## [ASSIGNED TASK]
When you reach the line containing "I am building" in the entries below, repeat it and each line after it exactly until the entries end.

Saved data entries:
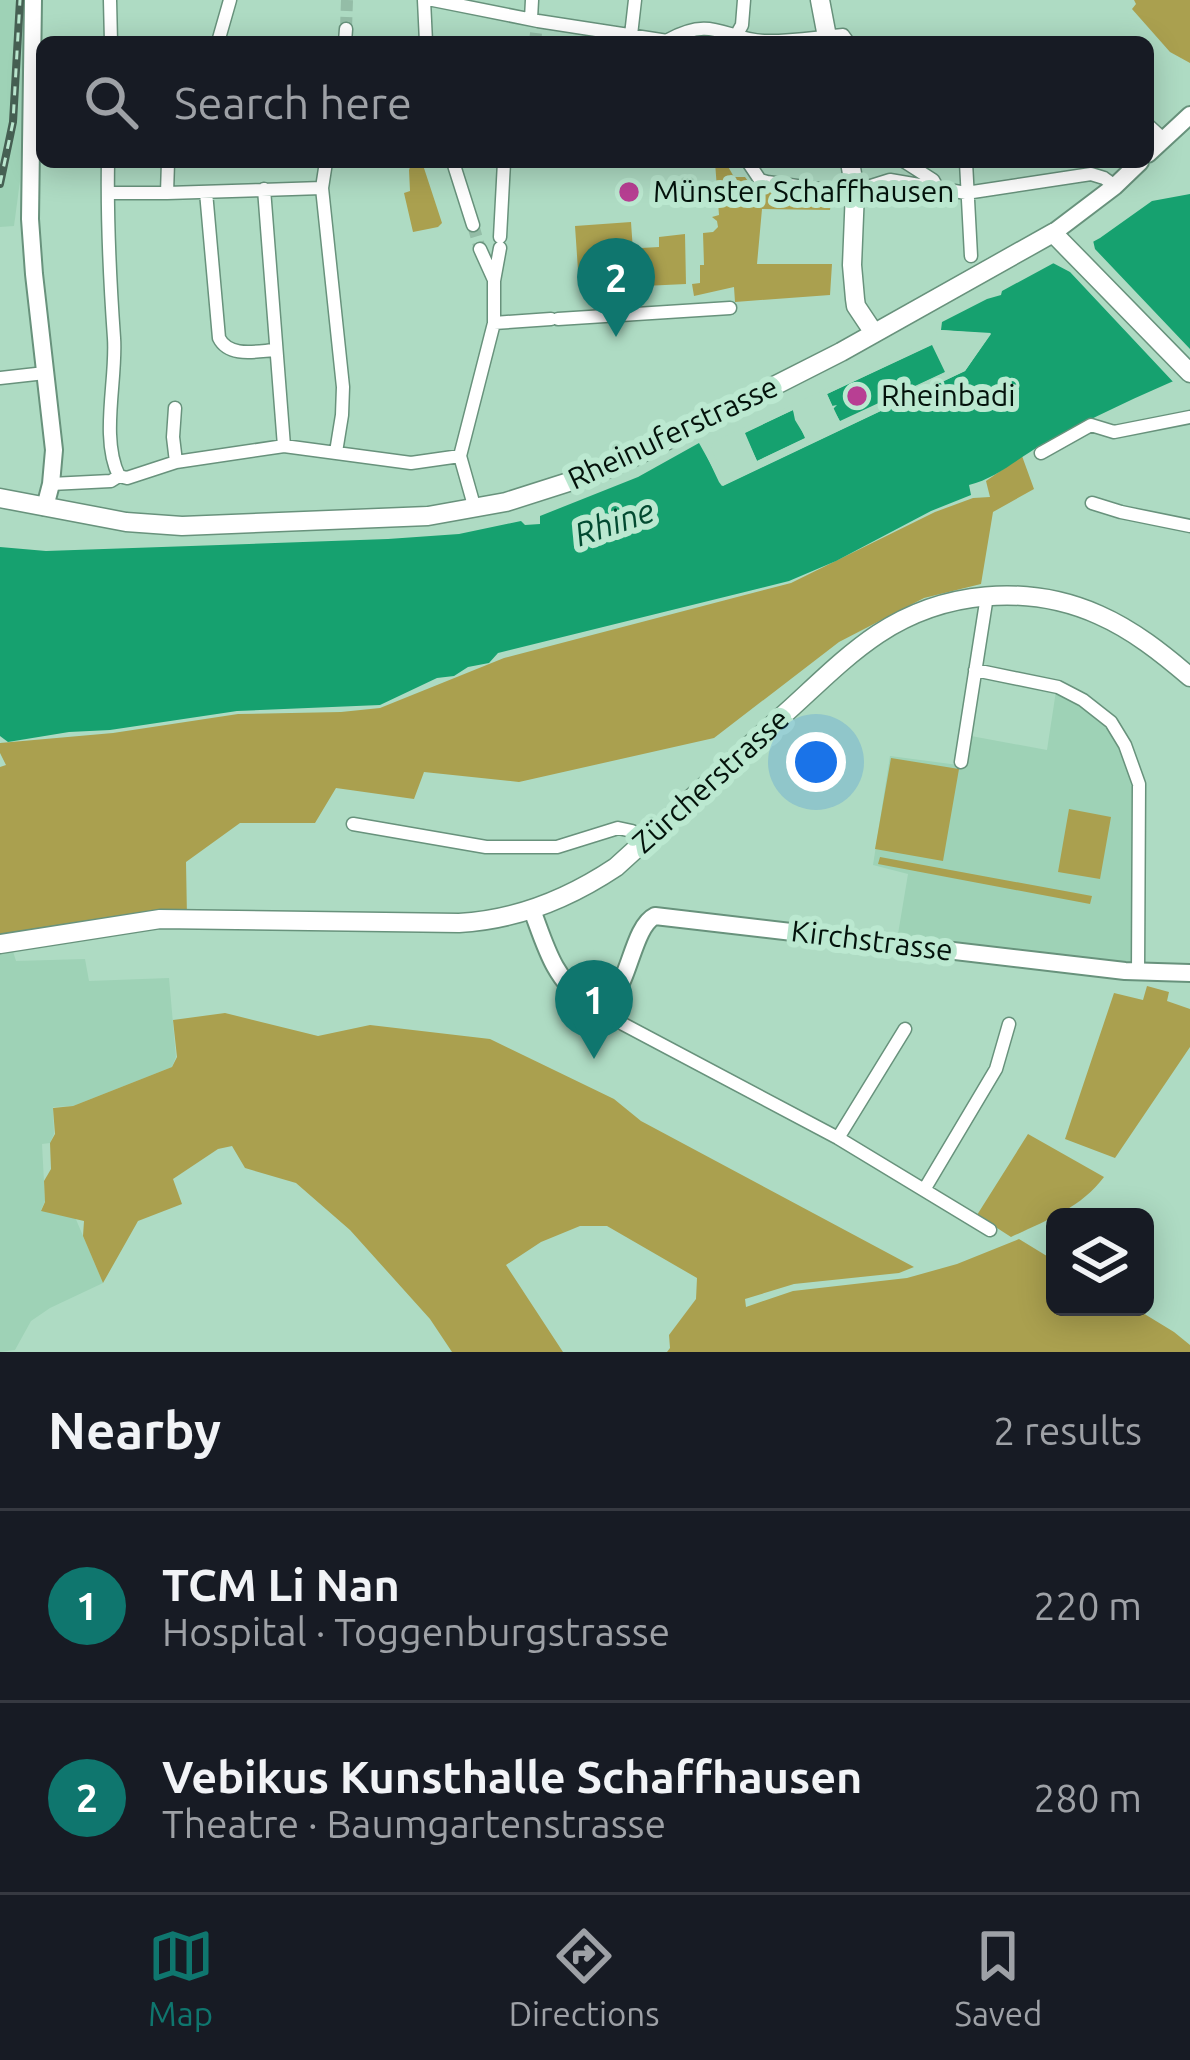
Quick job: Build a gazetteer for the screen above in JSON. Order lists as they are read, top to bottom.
{
  "streets": {
    "main road": ["Rheinuferstrasse", "Zürcherstrasse"],
    "street": ["Kirchstrasse"]
  },
  "water": ["Rhine"],
  "places": ["Münster Schaffhausen", "Rheinbadi"],
  "page": {
    "search": "Search here",
    "pins": ["2", "1"],
    "heading": ["Nearby", "2 results"],
    "list": [
      {
        "mark": "1",
        "name": "TCM Li Nan",
        "note": "Hospital · Toggenburgstrasse",
        "value": "220 m"
      },
      {
        "mark": "2",
        "name": "Vebikus Kunsthalle Schaffhausen",
        "note": "Theatre · Baumgartenstrasse",
        "value": "280 m"
      }
    ],
    "nav": ["Map", "Directions", "Saved"]
  }
}
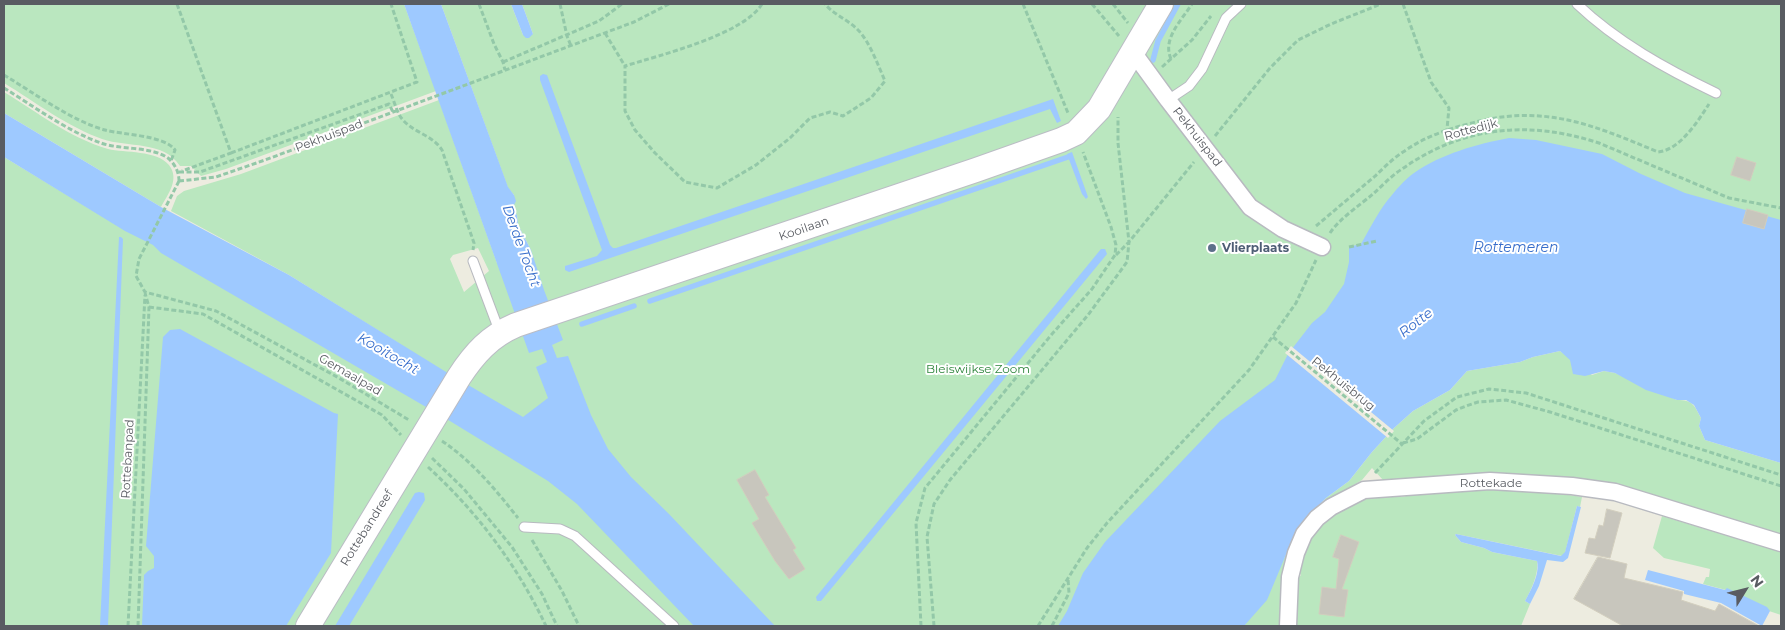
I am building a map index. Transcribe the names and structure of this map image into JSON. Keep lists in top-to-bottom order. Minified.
{"streets":{"street":["Pekhuispad","Kooilaan","Rottekade","Rottebandreef"],"path":["Rottedijk","Gemaalpad","Pekhuisbrug","Rottebanpad"]},"crossings":[["Rottedijk","Pekhuispad"],["Rottedijk","Pekhuisbrug"],["Pekhuispad","Kooilaan"],["Kooilaan","Gemaalpad"],["Kooilaan","Rottebandreef"],["Gemaalpad","Rottebanpad"],["Gemaalpad","Rottebandreef"]],"water":["Derde Tocht","Rottemeren","Rotte","Kooitocht"],"parks":["Bleiswijkse Zoom"],"places":["Vlierplaats"],"north":"top right"}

## [TASK OUTPUT]
I am building a map index. Transcribe the names and structure of this map image into JSON. Keep lists in top-to-bottom order. Minified.
{"streets":{"street":["Pekhuispad","Kooilaan","Rottekade","Rottebandreef"],"path":["Rottedijk","Gemaalpad","Pekhuisbrug","Rottebanpad"]},"crossings":[["Rottedijk","Pekhuispad"],["Rottedijk","Pekhuisbrug"],["Pekhuispad","Kooilaan"],["Kooilaan","Gemaalpad"],["Kooilaan","Rottebandreef"],["Gemaalpad","Rottebanpad"],["Gemaalpad","Rottebandreef"]],"water":["Derde Tocht","Rottemeren","Rotte","Kooitocht"],"parks":["Bleiswijkse Zoom"],"places":["Vlierplaats"],"north":"top right"}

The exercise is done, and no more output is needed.